El cine es una herramienta poderosa de análisis, por descontado, y nos sirve para rastrear las corrientes de fondo que han atravesado Europa desde la II Guerra Mundial. Del neorrealismo italiano al canto antibelicista de «Mandarinas», Juan Orellana nos guía en nuestro viaje en el tiempo para entender el último siglo del viejo continente.
[Artículo realizado a partir de una conferencia de Juan Orellana, recogida en PáginasDigital.es – Publicado con permiso del ponente]
La II Guerra Mundial supuso una herida lacerante en Europa, una fisura a partir de la cual se han configurado una serie de procesos de fondo que intentaremos analizar a través del cine producido en el continente. Por supuesto, no pretendemos hacer una interpretación filosófica completa de la infinidad de factores en juego durante estos 70 años, sino sugerir un hilo conductor que tiene que ver con el destino que ha sufrido la tradición cristiana en este tiempo.
La primera fase atañe a los años 50: es la reconstrucción desde las cenizas, pero las cenizas de la tradición. En los años que llevan hasta el mayo francés de 1968 encontramos dos referencias principales: el neorrealismo italiano –con Roberto Rossellini y Vittorio de Sica como exponentes principales- y el cine nórdico protestante –cuyos estandartes los ondeaban Ingmar Bergman y Carl Theodor Dreyer. Ambas corrientes son dos almas existencialistas que representan la evolución del alma europea.
El neorrealismo, por un lado, descubre la grandeza del hombre dentro del drama, mientras que el existencialismo de Bergman –amenazado por la pérdida de sentido- impulsa las preguntas últimas hasta su declinación más angustiosa y crispada. No obstante, en ambas permanece la tradición cristiana: en el neorrealismo, a través de una concepción grande del hombre; en el cine nórdico, en forma de un sentido religioso que no censura la búsqueda de un significado.
El segundo periodo abarca las décadas de los 60 y 70, y en él encontramos la tradición subvertida. A medida que el existencialismo se desarrolla desvinculándose de la tradición cristiana, busca respuestas en un cambio utópico y revolucionario. La gente necesita una esperanza para el presente, no sólo para el más allá, y por ello gana fuerza la alianza entre existencialismo y marxismo, que propone el paraíso en la Tierra.
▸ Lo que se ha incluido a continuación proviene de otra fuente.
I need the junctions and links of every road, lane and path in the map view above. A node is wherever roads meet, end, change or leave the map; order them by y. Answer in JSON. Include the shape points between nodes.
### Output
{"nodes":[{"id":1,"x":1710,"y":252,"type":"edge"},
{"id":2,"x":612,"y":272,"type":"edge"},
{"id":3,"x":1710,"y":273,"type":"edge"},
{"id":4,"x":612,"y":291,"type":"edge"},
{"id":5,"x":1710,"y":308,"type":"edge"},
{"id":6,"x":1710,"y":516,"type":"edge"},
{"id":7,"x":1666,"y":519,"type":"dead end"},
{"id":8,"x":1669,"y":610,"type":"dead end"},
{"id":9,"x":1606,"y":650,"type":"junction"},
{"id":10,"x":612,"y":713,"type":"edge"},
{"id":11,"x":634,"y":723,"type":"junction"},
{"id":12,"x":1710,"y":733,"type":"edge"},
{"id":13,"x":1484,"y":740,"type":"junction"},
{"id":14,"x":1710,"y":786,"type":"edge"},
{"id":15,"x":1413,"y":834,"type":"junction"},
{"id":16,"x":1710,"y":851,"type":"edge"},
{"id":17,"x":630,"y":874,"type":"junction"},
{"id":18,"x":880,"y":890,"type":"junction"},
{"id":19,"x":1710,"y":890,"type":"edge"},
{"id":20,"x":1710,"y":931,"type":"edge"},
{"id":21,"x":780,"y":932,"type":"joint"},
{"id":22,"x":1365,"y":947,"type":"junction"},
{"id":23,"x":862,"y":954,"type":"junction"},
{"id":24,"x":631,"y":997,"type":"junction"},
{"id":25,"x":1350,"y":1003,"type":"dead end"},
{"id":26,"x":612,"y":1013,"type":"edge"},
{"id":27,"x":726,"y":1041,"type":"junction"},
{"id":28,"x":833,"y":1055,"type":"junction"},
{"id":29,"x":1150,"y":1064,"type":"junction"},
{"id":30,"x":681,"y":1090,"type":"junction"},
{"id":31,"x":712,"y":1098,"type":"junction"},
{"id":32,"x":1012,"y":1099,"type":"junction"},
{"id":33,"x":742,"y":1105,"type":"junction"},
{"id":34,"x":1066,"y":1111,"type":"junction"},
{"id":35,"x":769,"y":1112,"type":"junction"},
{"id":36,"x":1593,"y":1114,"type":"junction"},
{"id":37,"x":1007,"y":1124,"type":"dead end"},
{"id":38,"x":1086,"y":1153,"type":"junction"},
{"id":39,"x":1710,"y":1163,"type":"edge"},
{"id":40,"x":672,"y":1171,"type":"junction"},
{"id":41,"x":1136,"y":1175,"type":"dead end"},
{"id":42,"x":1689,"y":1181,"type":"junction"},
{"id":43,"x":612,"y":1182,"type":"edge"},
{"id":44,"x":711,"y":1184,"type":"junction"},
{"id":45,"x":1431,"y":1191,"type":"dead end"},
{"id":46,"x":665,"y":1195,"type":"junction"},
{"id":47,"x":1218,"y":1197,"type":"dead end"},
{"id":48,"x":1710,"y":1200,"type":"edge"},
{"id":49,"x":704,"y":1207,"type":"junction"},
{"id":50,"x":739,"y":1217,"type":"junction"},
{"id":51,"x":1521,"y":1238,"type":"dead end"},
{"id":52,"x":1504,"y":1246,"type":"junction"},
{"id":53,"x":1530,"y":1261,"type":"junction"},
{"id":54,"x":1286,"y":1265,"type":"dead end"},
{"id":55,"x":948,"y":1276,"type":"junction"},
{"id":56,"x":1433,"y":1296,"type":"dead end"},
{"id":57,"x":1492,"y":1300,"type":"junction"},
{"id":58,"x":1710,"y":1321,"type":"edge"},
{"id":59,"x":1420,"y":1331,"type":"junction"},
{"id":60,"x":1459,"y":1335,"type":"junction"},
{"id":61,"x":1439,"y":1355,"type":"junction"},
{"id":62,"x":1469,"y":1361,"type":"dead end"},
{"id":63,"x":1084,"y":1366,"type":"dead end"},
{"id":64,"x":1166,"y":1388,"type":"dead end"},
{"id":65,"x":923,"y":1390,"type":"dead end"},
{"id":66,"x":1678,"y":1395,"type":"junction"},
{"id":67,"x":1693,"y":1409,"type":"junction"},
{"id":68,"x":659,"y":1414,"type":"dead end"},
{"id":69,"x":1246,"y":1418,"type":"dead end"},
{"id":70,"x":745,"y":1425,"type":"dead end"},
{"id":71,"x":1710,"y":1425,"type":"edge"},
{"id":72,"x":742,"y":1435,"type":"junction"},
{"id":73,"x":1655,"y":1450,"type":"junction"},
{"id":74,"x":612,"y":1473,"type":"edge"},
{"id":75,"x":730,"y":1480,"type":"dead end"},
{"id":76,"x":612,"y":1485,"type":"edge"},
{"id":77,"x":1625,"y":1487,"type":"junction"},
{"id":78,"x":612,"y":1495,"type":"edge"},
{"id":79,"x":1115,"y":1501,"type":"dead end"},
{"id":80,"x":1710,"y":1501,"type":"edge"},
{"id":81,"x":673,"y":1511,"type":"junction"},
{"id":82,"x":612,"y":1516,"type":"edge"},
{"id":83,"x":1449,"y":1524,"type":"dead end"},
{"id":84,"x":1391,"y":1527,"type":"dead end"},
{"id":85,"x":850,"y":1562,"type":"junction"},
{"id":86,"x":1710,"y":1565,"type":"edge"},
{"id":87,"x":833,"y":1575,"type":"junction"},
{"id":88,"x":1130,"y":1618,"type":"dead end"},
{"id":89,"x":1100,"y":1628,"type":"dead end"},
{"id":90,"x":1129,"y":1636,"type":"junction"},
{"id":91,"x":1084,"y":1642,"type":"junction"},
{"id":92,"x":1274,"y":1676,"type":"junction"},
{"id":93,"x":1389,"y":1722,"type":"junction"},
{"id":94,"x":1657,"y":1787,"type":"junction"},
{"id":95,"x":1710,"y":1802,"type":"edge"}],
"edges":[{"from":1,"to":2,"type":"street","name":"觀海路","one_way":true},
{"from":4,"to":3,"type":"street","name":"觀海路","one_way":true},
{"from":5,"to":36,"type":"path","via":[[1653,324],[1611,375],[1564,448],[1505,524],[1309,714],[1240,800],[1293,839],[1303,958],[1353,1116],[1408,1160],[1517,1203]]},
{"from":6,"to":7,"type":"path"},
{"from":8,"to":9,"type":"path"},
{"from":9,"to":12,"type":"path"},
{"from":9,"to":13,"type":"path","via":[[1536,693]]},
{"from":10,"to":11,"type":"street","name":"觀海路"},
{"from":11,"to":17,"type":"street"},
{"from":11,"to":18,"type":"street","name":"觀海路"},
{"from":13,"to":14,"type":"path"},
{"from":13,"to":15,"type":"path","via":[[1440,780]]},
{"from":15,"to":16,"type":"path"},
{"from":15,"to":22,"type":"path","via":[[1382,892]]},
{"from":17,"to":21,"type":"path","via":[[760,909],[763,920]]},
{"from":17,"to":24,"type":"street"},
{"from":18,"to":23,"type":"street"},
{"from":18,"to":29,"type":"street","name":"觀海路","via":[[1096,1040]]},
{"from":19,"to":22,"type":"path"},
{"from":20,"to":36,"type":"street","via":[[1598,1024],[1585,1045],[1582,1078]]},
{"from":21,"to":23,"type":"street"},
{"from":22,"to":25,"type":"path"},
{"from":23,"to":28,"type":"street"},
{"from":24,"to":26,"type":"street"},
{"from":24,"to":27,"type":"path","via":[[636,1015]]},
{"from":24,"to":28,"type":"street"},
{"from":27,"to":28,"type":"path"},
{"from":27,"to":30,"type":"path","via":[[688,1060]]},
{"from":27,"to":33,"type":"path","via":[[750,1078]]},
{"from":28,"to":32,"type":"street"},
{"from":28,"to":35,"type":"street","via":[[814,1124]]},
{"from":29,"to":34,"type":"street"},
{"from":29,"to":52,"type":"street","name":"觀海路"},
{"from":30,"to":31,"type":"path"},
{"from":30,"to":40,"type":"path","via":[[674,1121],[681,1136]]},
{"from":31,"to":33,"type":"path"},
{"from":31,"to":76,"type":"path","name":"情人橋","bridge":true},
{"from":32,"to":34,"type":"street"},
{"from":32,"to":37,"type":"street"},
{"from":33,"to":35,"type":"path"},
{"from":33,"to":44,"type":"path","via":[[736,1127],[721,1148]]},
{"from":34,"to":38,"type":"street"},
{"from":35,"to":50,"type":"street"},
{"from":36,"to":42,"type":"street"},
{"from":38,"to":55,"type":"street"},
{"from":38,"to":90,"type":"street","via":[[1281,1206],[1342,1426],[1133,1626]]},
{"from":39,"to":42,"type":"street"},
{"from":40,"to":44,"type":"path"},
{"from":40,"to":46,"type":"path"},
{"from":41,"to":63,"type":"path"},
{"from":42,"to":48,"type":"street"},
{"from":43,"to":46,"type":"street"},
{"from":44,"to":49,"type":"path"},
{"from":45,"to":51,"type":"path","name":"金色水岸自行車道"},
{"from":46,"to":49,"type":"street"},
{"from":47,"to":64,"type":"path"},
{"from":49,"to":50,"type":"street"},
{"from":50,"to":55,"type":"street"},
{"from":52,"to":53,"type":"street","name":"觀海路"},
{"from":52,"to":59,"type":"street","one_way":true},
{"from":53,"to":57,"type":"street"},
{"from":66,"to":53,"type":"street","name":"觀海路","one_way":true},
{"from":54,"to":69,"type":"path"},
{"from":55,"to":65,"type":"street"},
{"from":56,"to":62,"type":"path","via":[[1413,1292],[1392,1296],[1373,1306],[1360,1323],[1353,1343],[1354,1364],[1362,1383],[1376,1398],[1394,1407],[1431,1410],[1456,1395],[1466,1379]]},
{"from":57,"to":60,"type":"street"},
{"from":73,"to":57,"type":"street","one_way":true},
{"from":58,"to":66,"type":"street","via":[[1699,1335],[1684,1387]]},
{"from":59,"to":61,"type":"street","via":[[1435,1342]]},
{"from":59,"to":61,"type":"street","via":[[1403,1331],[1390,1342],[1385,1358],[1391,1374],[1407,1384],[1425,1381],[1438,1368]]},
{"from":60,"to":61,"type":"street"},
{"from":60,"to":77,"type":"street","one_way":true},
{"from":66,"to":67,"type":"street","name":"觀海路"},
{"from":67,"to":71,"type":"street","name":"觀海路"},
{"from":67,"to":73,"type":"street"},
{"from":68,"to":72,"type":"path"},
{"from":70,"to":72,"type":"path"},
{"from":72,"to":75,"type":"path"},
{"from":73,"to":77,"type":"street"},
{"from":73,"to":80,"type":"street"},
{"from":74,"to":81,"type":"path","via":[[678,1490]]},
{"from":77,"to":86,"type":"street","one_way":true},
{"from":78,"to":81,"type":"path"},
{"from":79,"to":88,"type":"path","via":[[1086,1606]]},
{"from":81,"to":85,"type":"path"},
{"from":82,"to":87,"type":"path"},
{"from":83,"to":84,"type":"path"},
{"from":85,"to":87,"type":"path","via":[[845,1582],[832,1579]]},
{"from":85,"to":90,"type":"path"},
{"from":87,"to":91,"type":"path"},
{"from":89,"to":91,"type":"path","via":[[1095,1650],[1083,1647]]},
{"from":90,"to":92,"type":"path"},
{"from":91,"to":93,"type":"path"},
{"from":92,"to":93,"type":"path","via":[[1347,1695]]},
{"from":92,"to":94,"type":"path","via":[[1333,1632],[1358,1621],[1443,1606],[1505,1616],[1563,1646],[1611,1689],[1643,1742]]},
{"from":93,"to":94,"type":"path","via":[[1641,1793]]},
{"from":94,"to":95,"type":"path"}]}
Se rompen los vínculos, hay un deseo de liberarse de cualquier tradición, de superar cualquier metafísica y de emanciparse de toda autoridad y modelo social, familiar y sexual preexistente. Como ejemplos de esta tendencia en este periodo encontramos las películas “Después de mayo”, de Oliver Assayas; “Soñadores”, de Bernardo Bertolucci, o “Mujeres en el parque”, de Felipe Vega. En todas ellas se muestra como el marxismo arraiga como una cosmovisión que promete la felicidad terrenal.
Los años 80 y 90 traen consigo la era del vacío, el invierno nihilista. Los existencialistas posmodernos como Michael Haneke, Wim Wenders, Lars von Trier o Susanne Bier ilustran la situación que ocurre tras el fracaso histórico del llamado socialismo real, de la utopía marxista. Europa entra en un periodo de espejismo capitalista y, como explica Francis Fukuyama en “El fin de la historia”, la sociedad europea cree haber llegado al punto final de la evolución ideológica de la humanidad, a la universalización de la democracia liberal occidental.
Esto último se traduce en la práctica en un nihilismo demoledor. Sin el mundo referencial cristiano y con el paraíso marxista convertido en un infierno, se extiende el imperio de la nada. Esta situación la ilustran escenas clave de “El cielo sobre Berlín”, “La flaqueza del bolchevique”, “El séptimo continente” o “Hijos de los hombres”, entre otros.
Por último, llegamos a la etapa contemporánea, a la etapa de la urgencia de la apertura al otro. Los directores contemporáneos como Aki Kaurismaki, Fernando León de Aranoa, Robert Guediguian, los hermanos Dardenne o Zaza Urushadze fotografían esta Europa empequeñecida, vaciada de su identidad y alejada de sus raíces y tradiciones culturales. Es una Europa asentada en el nihilismo a la que llegan millones de inmigrantes: se forma un complejo cóctel aderezado por el terrorismo que ha provocado un movimiento xenófobo en el que el ‘otro’ da miedo. Sin embargo, como muestran películas como “Le Havre” o “Mandarinas”, todavía pervive una conciencia de uno mismo procedente de una tradición que permite abrazar al otro.